INSTRUCTIONS FOR THE TASK >> Each entry should be given again exactly, with any image left out.

———

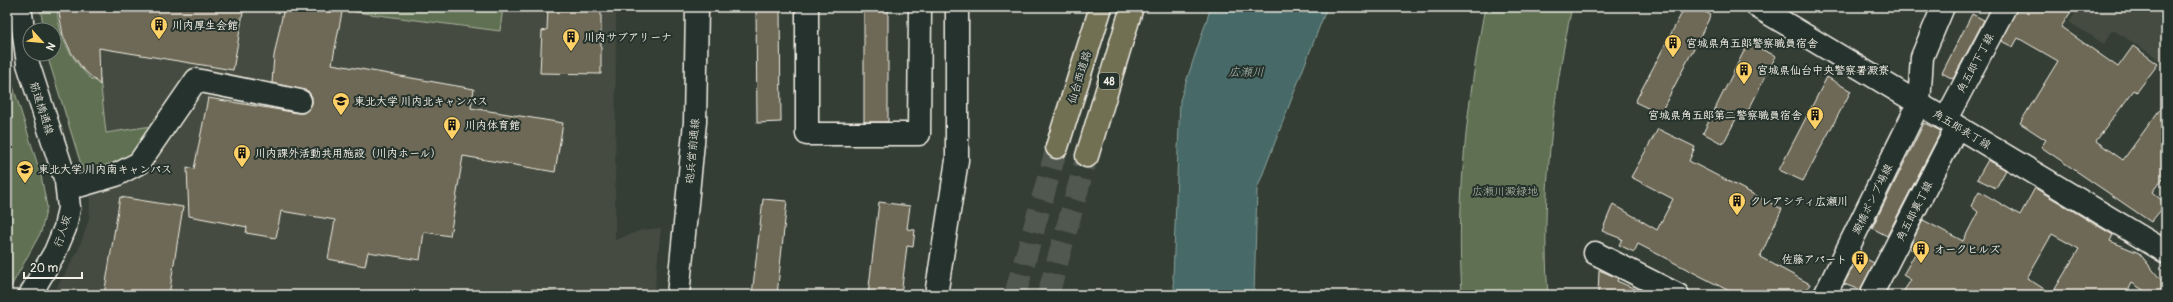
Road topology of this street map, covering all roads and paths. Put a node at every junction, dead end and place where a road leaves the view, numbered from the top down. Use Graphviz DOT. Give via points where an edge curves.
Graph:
graph roads {
  1 [pos="20,7"];
  2 [pos="697,7"];
  3 [pos="807,7"];
  4 [pos="920,7"];
  5 [pos="956,7"];
  6 [pos="1100,7"];
  7 [pos="1132,7"];
  8 [pos="1758,7"];
  9 [pos="1943,7"];
  10 [pos="2005,7"];
  11 [pos="300,101"];
  12 [pos="1919,103"];
  13 [pos="1952,123"];
  14 [pos="1057,148"];
  15 [pos="1086,156"];
  16 [pos="67,187"];
  17 [pos="69,208"];
  18 [pos="2166,252"];
  19 [pos="1595,253"];
  20 [pos="30,295"];
  21 [pos="678,295"];
  22 [pos="936,295"];
  23 [pos="1678,295"];
  24 [pos="1825,295"];
  25 [pos="1871,295"];
  1 -- 16 [label="street, 筋違橋通線" via="28,64"];
  2 -- 21 [label="street, 砲兵営前通線" via="695,122"];
  3 -- 4 [label="street" via="807,134 919,134"];
  5 -- 22 [label="street" via="957,160"];
  6 -- 14 [label="highway, 仙台西道路"];
  7 -- 15 [label="highway, 48"];
  8 -- 12 [label="street, 角五郎表丁線"];
  9 -- 12 [label="street" via="1922,57"];
  10 -- 13 [label="street, 角五郎下丁線"];
  11 -- 16 [label="street" via="196,80 139,163 116,175"];
  12 -- 13 [label="street, 角五郎表丁線"];
  12 -- 24 [label="street, 澱橋ポンプ場線"];
  13 -- 18 [label="street, 角五郎表丁線"];
  13 -- 25 [label="street, 角五郎裏丁線"];
  16 -- 17 [label="street, 筋違橋通線"];
  17 -- 20 [label="street, 行人坂" via="65,228 55,252"];
  19 -- 23 [label="street"];
}
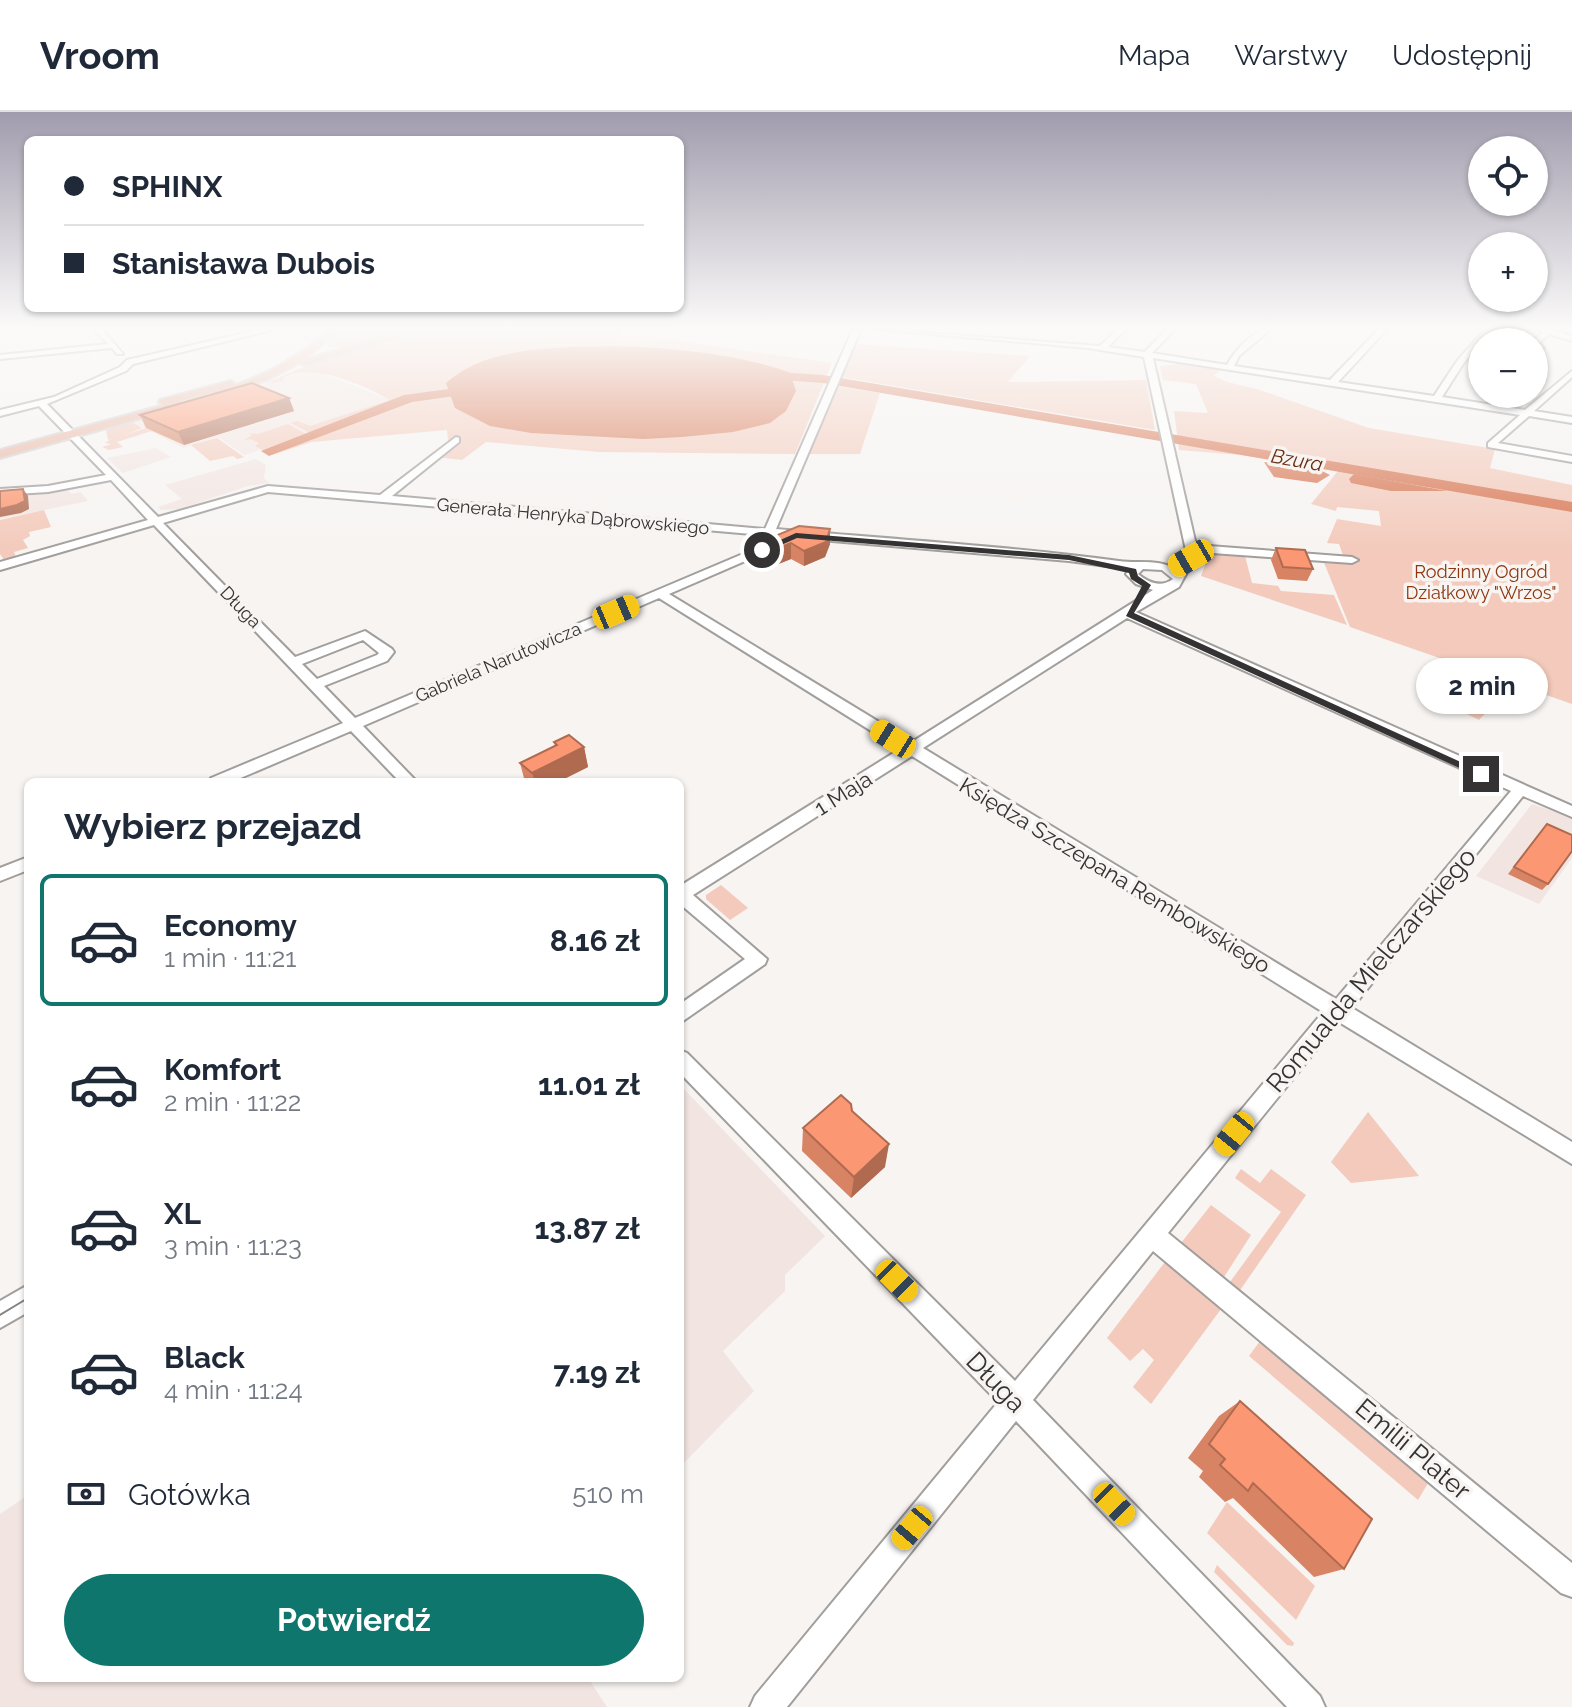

———

WRITTEN SOLUTION >>
Road topology of this street map, covering all roads and paths. Put a node at every junction, dead end and place where a road leaves the view, numbered from the top down. Use Graphviz DOT. Give via points where an edge curves.
Graph:
graph roads {
  1 [pos="20,7"];
  2 [pos="697,7"];
  3 [pos="807,7"];
  4 [pos="920,7"];
  5 [pos="956,7"];
  6 [pos="1100,7"];
  7 [pos="1132,7"];
  8 [pos="1758,7"];
  9 [pos="1943,7"];
  10 [pos="2005,7"];
  11 [pos="300,101"];
  12 [pos="1919,103"];
  13 [pos="1952,123"];
  14 [pos="1057,148"];
  15 [pos="1086,156"];
  16 [pos="67,187"];
  17 [pos="69,208"];
  18 [pos="2166,252"];
  19 [pos="1595,253"];
  20 [pos="30,295"];
  21 [pos="678,295"];
  22 [pos="936,295"];
  23 [pos="1678,295"];
  24 [pos="1825,295"];
  25 [pos="1871,295"];
  1 -- 16 [label="street, 筋違橋通線" via="28,64"];
  2 -- 21 [label="street, 砲兵営前通線" via="695,122"];
  3 -- 4 [label="street" via="807,134 919,134"];
  5 -- 22 [label="street" via="957,160"];
  6 -- 14 [label="highway, 仙台西道路"];
  7 -- 15 [label="highway, 48"];
  8 -- 12 [label="street, 角五郎表丁線"];
  9 -- 12 [label="street" via="1922,57"];
  10 -- 13 [label="street, 角五郎下丁線"];
  11 -- 16 [label="street" via="196,80 139,163 116,175"];
  12 -- 13 [label="street, 角五郎表丁線"];
  12 -- 24 [label="street, 澱橋ポンプ場線"];
  13 -- 18 [label="street, 角五郎表丁線"];
  13 -- 25 [label="street, 角五郎裏丁線"];
  16 -- 17 [label="street, 筋違橋通線"];
  17 -- 20 [label="street, 行人坂" via="65,228 55,252"];
  19 -- 23 [label="street"];
}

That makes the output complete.